Excerpted records Start Marker

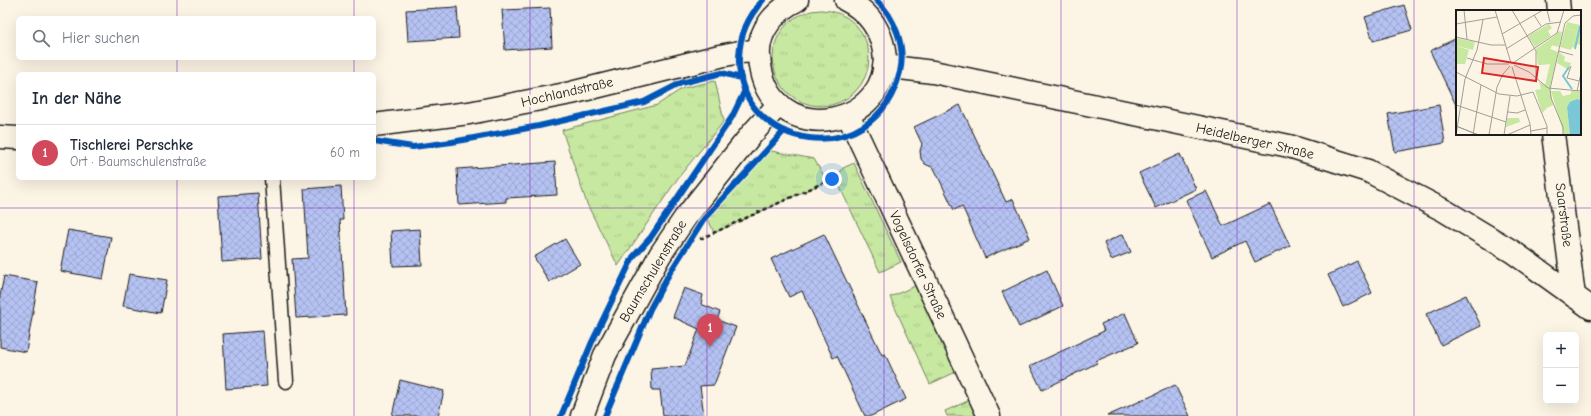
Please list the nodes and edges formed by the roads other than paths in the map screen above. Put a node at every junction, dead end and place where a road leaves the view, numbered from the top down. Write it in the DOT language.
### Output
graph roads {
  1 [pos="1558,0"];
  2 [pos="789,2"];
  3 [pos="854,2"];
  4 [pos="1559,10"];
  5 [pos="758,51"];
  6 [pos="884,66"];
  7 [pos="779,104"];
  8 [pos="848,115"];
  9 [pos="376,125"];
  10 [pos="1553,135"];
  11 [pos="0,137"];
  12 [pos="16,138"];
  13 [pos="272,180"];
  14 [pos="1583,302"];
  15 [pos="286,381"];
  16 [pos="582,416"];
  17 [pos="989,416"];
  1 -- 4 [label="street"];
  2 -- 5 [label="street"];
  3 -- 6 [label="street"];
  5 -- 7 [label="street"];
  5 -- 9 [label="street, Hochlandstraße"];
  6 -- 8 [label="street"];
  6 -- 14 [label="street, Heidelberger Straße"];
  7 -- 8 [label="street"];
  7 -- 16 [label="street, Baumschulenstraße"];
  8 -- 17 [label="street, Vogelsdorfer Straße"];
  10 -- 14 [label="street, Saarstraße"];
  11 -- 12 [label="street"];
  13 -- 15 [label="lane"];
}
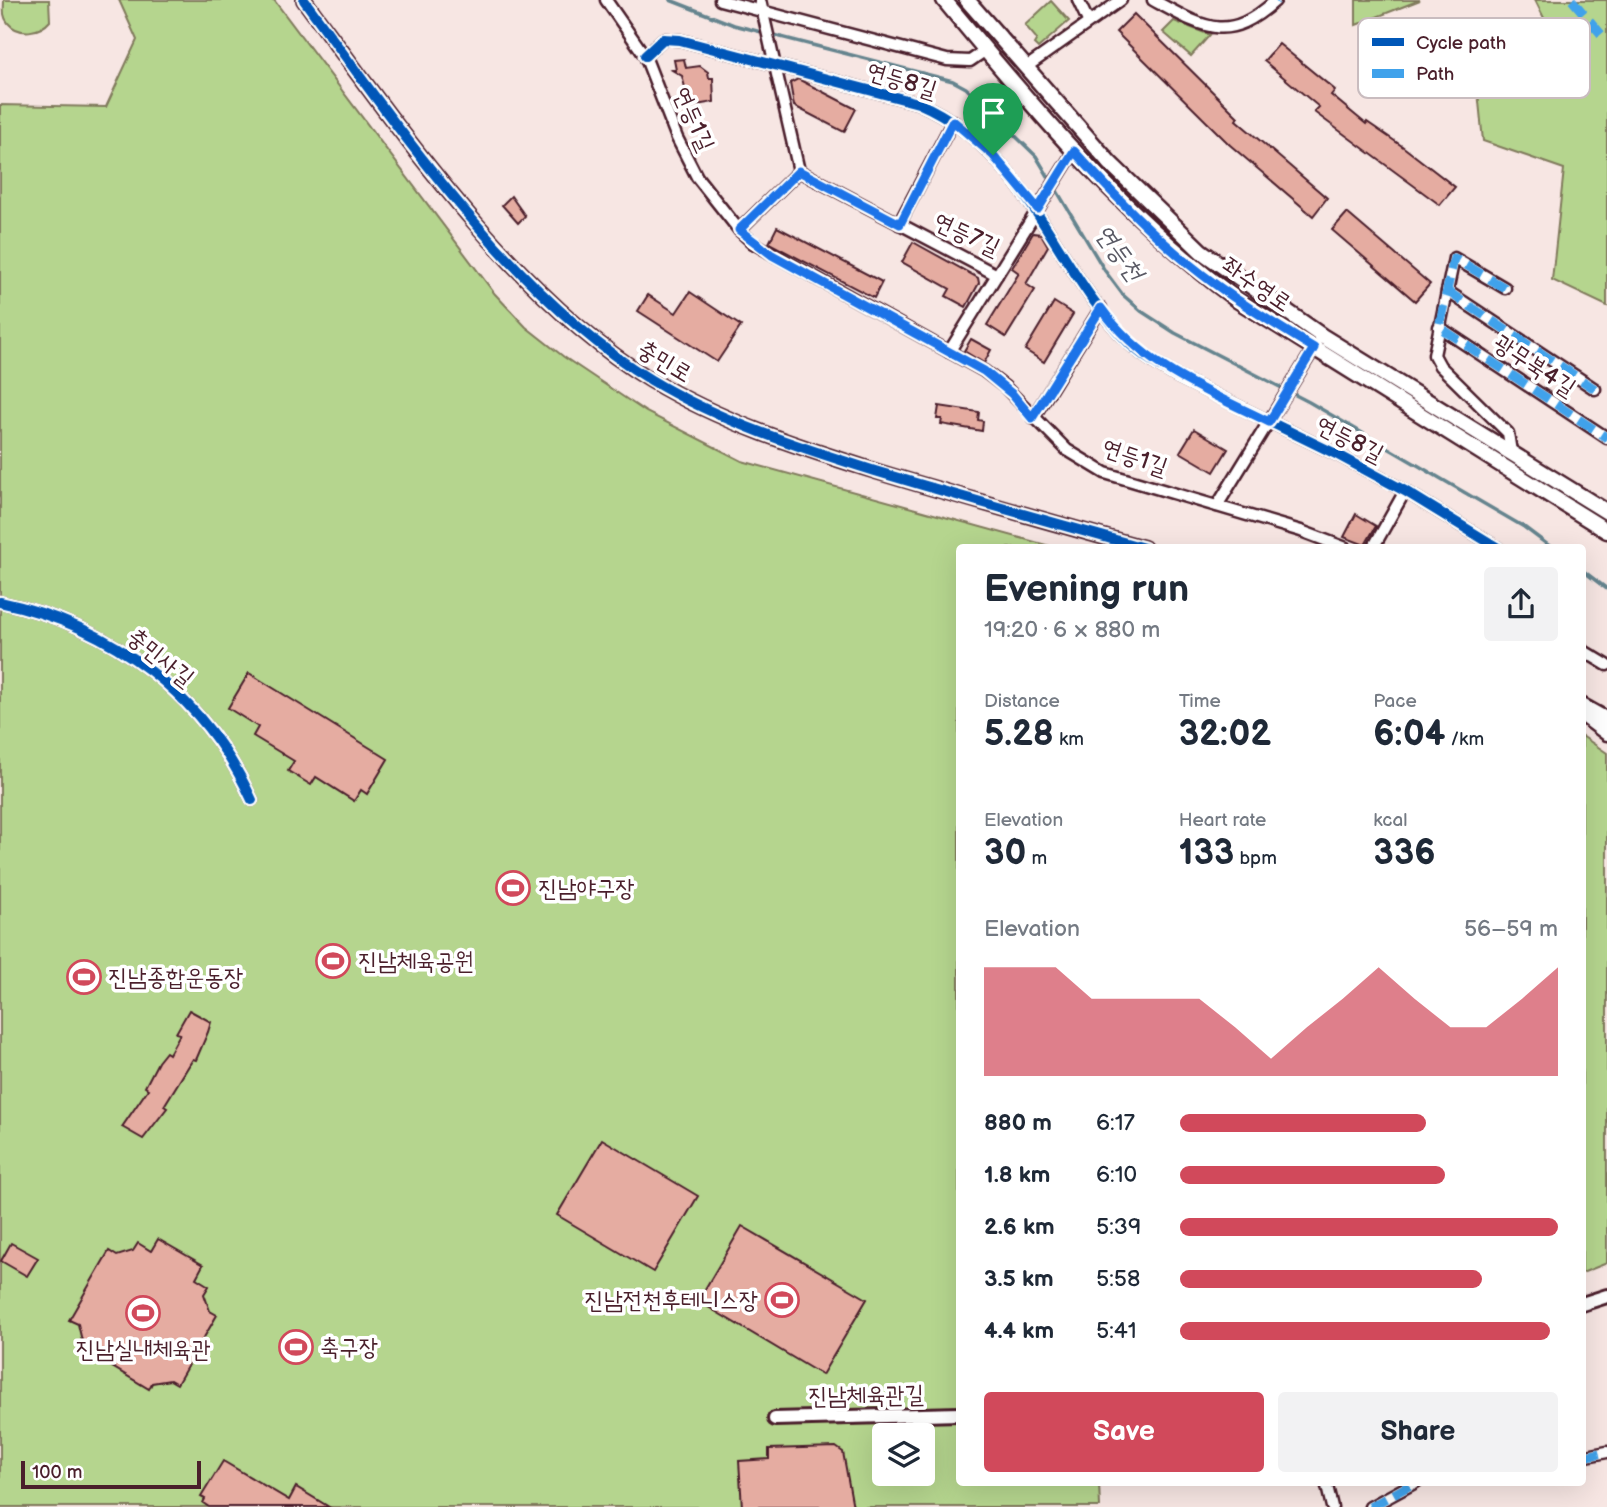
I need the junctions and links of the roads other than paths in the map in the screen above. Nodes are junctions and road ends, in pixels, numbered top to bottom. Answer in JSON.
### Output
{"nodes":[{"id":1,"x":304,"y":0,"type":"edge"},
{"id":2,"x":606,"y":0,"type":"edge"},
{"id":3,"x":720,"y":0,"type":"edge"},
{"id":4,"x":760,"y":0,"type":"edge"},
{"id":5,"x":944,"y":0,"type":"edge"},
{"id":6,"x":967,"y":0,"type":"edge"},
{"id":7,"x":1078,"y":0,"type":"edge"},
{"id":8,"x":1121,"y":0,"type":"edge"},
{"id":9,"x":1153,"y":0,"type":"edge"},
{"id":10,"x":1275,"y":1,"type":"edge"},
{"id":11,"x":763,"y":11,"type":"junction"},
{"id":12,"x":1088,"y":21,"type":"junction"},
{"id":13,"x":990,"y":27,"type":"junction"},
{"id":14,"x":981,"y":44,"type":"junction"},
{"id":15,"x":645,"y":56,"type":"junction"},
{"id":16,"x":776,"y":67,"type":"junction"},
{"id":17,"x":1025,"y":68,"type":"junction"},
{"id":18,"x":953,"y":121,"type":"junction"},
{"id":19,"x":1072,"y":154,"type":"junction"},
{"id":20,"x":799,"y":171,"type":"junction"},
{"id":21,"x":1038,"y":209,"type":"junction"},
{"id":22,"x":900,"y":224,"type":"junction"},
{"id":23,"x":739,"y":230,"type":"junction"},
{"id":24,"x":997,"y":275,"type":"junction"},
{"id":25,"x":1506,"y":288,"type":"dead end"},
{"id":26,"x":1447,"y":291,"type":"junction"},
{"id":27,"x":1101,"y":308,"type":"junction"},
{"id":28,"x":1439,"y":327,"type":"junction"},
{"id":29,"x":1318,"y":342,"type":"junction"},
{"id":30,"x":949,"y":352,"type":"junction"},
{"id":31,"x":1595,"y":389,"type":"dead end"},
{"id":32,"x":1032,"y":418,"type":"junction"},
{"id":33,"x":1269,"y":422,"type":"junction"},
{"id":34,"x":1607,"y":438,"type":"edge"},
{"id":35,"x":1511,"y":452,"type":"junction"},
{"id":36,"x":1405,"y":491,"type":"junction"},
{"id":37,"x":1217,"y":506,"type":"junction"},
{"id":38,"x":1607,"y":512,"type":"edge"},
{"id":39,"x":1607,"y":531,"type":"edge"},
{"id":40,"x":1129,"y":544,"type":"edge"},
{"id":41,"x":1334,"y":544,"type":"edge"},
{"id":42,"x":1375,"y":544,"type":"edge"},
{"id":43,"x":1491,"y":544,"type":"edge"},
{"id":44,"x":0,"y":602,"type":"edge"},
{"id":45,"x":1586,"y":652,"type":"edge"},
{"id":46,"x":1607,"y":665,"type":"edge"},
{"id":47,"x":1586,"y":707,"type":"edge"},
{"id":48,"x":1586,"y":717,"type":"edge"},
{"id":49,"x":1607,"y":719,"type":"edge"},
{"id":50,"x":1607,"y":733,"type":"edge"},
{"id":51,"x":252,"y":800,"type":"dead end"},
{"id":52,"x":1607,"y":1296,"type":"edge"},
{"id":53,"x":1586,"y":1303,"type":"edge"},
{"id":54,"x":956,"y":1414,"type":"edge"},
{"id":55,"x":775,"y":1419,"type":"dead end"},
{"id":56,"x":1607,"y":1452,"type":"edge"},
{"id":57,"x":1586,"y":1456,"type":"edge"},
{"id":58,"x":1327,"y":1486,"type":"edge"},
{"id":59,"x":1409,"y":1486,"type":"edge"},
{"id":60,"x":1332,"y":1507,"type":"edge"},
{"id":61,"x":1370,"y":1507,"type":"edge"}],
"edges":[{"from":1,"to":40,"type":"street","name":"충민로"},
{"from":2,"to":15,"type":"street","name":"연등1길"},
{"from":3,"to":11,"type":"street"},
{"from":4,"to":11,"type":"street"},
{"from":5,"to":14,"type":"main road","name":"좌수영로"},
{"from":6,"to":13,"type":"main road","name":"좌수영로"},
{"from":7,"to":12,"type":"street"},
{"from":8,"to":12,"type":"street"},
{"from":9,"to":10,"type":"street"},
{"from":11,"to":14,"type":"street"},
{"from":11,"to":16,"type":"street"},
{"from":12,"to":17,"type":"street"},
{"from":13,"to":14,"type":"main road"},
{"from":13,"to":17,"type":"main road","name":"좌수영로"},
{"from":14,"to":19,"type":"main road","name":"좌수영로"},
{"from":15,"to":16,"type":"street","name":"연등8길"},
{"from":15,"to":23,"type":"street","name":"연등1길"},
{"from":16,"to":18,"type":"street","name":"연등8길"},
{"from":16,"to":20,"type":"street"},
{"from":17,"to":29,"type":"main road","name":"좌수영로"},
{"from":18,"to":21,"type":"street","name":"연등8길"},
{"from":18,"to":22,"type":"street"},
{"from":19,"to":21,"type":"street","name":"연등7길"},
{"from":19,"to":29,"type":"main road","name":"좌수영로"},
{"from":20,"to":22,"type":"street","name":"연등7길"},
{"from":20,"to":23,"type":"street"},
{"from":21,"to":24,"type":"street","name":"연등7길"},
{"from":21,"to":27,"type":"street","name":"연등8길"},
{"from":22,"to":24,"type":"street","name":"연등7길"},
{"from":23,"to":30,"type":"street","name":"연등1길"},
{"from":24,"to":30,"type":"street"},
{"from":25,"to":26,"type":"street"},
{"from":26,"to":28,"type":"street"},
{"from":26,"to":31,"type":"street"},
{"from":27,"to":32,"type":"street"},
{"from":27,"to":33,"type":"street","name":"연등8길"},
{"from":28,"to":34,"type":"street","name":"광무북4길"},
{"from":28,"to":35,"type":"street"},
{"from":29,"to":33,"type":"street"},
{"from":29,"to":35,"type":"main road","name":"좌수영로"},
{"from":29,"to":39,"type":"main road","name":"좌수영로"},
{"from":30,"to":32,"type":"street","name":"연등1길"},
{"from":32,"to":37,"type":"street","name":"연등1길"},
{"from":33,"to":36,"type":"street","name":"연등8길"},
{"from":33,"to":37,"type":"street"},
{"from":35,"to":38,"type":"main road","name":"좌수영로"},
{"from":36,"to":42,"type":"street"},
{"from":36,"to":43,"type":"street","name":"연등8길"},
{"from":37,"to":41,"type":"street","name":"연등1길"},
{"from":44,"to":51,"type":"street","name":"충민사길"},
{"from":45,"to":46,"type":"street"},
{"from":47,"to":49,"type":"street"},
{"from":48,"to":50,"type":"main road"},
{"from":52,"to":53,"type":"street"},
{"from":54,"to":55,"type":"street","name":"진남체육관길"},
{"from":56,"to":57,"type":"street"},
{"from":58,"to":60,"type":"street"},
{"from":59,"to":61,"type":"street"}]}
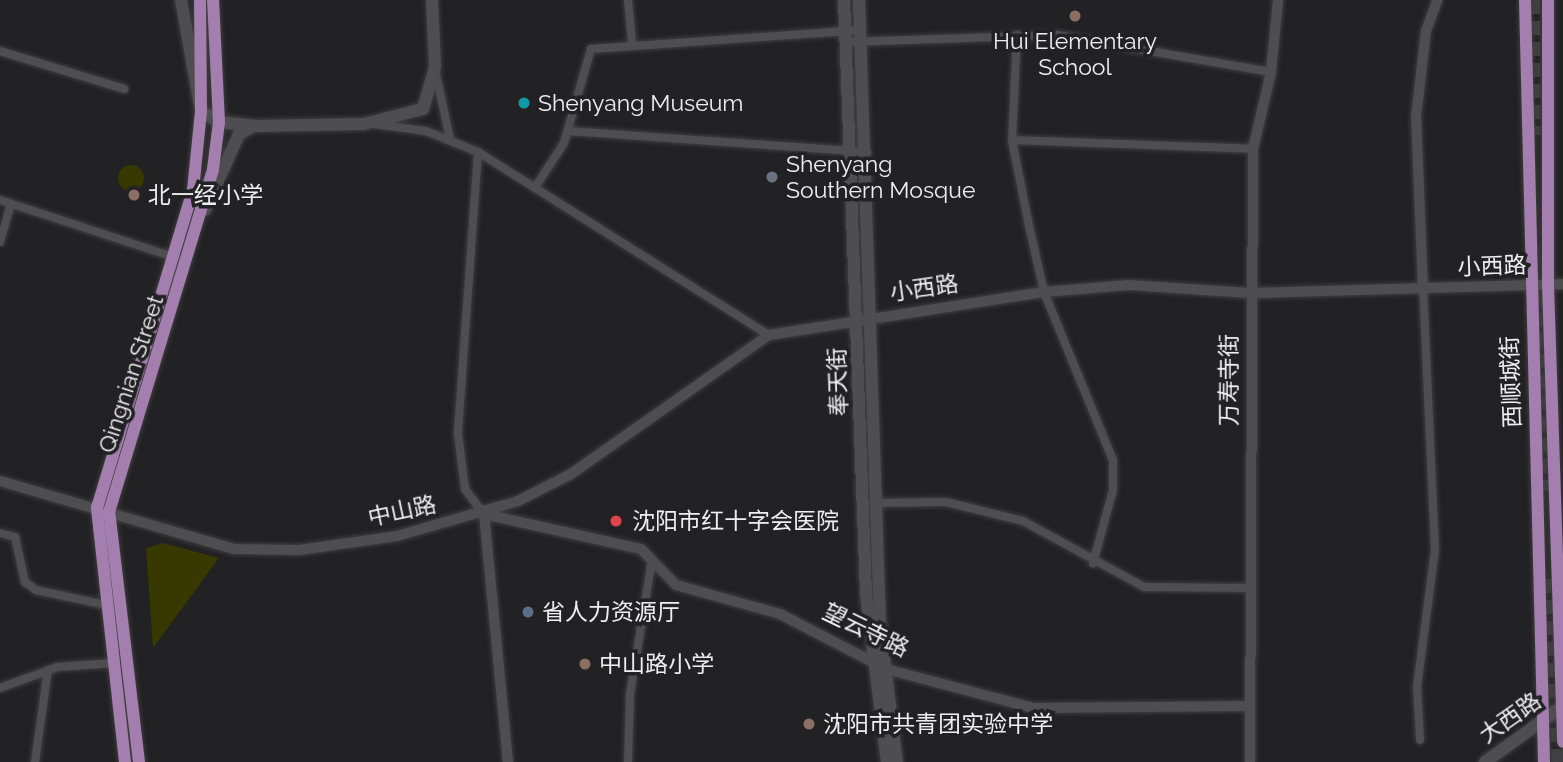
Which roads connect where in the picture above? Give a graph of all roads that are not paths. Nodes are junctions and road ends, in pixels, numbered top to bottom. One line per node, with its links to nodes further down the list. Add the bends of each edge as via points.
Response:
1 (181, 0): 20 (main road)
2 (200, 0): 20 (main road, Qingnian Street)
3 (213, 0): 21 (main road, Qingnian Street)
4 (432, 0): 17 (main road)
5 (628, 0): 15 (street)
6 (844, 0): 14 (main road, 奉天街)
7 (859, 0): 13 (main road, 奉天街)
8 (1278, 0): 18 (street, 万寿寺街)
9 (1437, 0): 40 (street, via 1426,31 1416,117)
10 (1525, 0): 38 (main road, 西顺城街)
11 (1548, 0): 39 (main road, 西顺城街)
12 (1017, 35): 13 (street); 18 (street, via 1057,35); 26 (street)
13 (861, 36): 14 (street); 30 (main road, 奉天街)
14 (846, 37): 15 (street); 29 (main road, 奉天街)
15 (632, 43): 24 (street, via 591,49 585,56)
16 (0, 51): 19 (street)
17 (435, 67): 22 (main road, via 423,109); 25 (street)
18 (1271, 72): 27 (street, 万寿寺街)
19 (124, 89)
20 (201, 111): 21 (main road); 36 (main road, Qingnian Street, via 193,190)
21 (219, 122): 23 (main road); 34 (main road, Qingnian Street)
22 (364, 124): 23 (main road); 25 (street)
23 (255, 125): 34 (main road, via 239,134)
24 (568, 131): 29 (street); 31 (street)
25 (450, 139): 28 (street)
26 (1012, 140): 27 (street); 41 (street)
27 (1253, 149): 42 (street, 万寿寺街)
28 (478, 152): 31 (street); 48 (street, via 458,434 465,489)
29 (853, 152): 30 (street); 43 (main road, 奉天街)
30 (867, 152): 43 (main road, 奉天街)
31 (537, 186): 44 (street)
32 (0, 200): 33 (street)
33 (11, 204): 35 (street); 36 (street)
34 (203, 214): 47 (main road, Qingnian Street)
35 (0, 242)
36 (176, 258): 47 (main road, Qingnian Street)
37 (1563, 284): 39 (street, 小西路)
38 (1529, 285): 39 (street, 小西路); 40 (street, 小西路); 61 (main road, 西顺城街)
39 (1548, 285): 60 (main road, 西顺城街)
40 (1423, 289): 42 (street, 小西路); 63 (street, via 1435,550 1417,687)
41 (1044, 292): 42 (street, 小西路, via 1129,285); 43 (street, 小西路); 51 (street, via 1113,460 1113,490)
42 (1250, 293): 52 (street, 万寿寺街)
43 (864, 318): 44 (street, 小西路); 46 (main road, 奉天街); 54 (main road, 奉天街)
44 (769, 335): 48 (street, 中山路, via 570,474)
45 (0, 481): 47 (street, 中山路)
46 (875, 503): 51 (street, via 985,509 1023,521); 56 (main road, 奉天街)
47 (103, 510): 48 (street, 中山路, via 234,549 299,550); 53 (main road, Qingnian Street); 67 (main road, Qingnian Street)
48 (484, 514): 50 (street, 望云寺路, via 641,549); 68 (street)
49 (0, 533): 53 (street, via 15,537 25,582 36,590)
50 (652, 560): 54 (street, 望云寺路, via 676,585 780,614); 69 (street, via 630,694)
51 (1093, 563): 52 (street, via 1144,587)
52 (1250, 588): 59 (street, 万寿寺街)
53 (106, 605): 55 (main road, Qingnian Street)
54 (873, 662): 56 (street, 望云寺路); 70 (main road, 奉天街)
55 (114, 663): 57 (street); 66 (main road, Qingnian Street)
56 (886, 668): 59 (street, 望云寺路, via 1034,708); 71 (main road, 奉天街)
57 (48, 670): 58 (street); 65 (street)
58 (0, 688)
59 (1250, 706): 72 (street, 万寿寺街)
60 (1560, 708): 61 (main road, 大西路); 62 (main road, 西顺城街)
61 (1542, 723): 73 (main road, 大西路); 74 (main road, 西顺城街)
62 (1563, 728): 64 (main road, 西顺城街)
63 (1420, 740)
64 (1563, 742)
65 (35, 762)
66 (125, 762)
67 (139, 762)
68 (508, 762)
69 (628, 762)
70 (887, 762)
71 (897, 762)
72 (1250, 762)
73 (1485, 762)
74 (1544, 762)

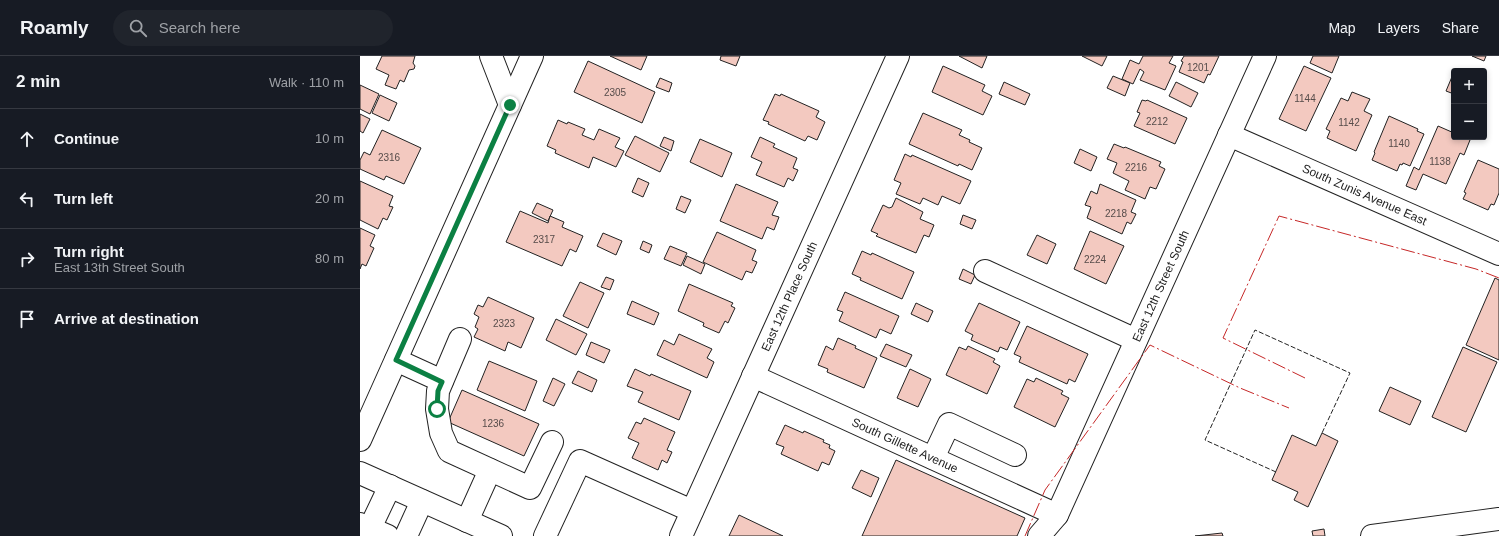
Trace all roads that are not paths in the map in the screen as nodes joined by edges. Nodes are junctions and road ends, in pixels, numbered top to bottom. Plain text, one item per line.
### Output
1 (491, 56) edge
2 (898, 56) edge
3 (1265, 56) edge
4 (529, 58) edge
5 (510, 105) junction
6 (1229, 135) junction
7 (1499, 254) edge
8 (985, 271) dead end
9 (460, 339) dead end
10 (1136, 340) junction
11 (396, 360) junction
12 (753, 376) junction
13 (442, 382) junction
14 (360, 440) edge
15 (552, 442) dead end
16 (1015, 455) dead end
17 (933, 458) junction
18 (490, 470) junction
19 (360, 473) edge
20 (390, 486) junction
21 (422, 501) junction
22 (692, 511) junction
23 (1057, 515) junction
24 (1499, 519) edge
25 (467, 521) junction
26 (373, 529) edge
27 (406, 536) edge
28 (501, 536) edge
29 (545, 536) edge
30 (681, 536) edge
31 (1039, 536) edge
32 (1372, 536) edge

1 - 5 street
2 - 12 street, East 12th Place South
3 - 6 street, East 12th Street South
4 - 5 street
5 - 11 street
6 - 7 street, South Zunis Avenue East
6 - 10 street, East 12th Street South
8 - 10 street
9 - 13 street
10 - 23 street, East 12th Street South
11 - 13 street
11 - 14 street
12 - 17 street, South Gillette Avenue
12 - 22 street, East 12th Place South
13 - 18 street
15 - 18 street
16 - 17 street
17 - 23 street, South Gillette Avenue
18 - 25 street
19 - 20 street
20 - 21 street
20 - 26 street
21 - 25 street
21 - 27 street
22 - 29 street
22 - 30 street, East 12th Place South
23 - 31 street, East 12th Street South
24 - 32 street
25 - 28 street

Excerpted records End Marker

Assignment
Copy every line from the records above that contains the string "other".

Exercise output
Please list the nodes and edges formed by the roads other than paths in the map screen above. Put a node at every junction, dead end and place where a road leaves the view, numbered from the top down. Write it in the DOT language.
I need the junctions and links of the roads other than paths in the map in the screen above. Nodes are junctions and road ends, in pixels, numbered top to bottom. Answer in JSON.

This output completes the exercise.